骨水泥可以通过椎旁静脉丛导致其他脏器栓塞,最常见的为肺栓塞[27,28]。Zhao等[45]曾报告1例患者椎体成形术后发生骨水泥栓子经椎旁静脉循环至下腔静脉,最终导致肺栓塞,通过导管取出骨水泥栓子而未造成严重的后果。大部分患者发生骨水泥肺栓塞时并无明显的临床症状[13],但有时也会引起严重的后果。Stricker等[46]报告1例患者椎体成形术后突发死亡,尸检证实为骨水泥肺栓塞。

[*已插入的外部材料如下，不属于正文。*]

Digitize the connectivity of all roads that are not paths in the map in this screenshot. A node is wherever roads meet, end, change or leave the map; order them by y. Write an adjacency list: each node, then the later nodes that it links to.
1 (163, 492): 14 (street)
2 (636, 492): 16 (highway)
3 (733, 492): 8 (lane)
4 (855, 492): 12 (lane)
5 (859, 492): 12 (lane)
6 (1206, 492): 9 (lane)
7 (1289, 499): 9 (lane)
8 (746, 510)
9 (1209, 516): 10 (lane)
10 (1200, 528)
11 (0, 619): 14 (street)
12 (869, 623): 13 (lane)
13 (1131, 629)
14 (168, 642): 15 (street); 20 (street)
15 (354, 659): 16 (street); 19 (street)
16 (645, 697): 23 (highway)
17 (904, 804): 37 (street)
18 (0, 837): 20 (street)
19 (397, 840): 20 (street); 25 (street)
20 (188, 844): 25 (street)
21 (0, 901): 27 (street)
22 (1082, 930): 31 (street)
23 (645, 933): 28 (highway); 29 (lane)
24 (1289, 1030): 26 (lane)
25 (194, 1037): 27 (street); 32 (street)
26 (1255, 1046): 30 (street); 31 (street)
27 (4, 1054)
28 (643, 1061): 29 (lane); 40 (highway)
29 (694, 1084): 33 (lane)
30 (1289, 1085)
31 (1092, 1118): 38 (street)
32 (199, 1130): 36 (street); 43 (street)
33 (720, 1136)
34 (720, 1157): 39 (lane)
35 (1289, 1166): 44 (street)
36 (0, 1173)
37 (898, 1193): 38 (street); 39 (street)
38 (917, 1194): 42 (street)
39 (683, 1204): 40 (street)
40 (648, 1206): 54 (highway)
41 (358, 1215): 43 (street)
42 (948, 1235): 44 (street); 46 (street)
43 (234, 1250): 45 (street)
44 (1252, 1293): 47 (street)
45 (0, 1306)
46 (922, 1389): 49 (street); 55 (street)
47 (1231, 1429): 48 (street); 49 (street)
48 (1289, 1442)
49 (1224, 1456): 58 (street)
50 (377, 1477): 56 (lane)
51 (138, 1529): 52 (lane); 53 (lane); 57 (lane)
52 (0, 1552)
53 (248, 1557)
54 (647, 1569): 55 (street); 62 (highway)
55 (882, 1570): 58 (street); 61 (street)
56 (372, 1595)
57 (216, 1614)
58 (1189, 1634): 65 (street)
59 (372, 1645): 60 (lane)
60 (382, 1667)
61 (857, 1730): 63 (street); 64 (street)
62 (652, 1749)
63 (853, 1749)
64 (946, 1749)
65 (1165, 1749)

除外肺栓塞外,椎体成形术还可导致心内栓塞。Audat等[47]报告1例有心内骨水泥栓塞的病例,该患者在行椎体成形术中突发胸部疼痛,停止手术后症状缓解;2 d后发生严重的胸前区疼痛,胸部X线片示右心内骨水泥栓塞,而行开胸手术治疗。王东来和冯建刚[48]报告1例椎体成形术后出现脊髓梗死的病例,其原因考虑为除血管动脉粥样硬化斑块脱落的因素外,术中操作时骨水泥粘稠度过低、注射压力过大、速度过快可导致骨水泥微小栓子经椎内静脉丛移行至脊髓营养动脉,栓塞导致脊髓梗死。

五、骨水泥渗漏的预防措施

(一)严格掌握手术适应证

术前应有完善的影像学检查,包括X线、CT和MR检查,明确骨折类型,对于伴有椎体后壁严重破损的患者,应尽量避免选择椎体成形术,此类患者骨水泥渗漏的发生率要高于其他类型[49]

(二)选择合适的填充材料

多项研究结果表明骨水泥粘度是骨水泥渗漏的高危因素[10,12]。中、高粘度骨水泥和低粘度骨水泥具有同样的疗效,且能够明显降低术中骨水泥渗漏的发生率[50]。高粘度骨水泥在混合后即刻成为稳定的糊状物,并可在其凝固前8~ 10 min内保持此种状态,从而既不影响手术操作,又能很好的充盈椎体损缺。

(三)改进手术技术

Yan等[51]提出了经横突-关节突移行部穿刺技术,该技术能够通过单侧操作获得很好的骨水泥分布。与双侧穿刺比较,此种技术的穿刺点偏外,骨水泥注入点一般位于椎体前、中部,对骨折的椎体后壁激惹较少,能够降低骨水泥的渗漏率。杨惠林等[52]为了降低椎体成形术的骨水泥渗漏率提出分次灌注骨水泥技术,该技术能够很好地降低椎体前方骨皮质破裂患者的骨水泥渗漏率,但是对于终板损伤患者则无法很好地降低椎间盘骨水泥渗漏的发生率。杨智贤等[53]对于椎体前方骨皮质破裂者,在注入骨水泥前应用明胶海绵堵塞骨皮质破裂处,亦取得了良好的效果。

六、问题和展望

椎体成形术作为一种微创技术,具有疗效良好,创伤小,恢复快的特点,在临床工作中得到了广泛的推广。骨水泥渗漏作为其最为常见的一种并发症,通过技术和材料的改进,在一定程度减少了骨水泥渗漏的发生率,但是仍然存在有待于进一步研究和解决的问题。目前,关于骨水泥渗漏的相关危险因素仍需要大样本、多中心的长期随访数据支持;骨水泥分型较为混乱,需要制定一个统一的标准;骨水泥渗漏率的研究对象需要均质化,缺乏更大样本、多中心的数据支持;开发新型无渗漏、无生物毒性和组织损伤,甚至可吸收的填充材料也是研究的方向。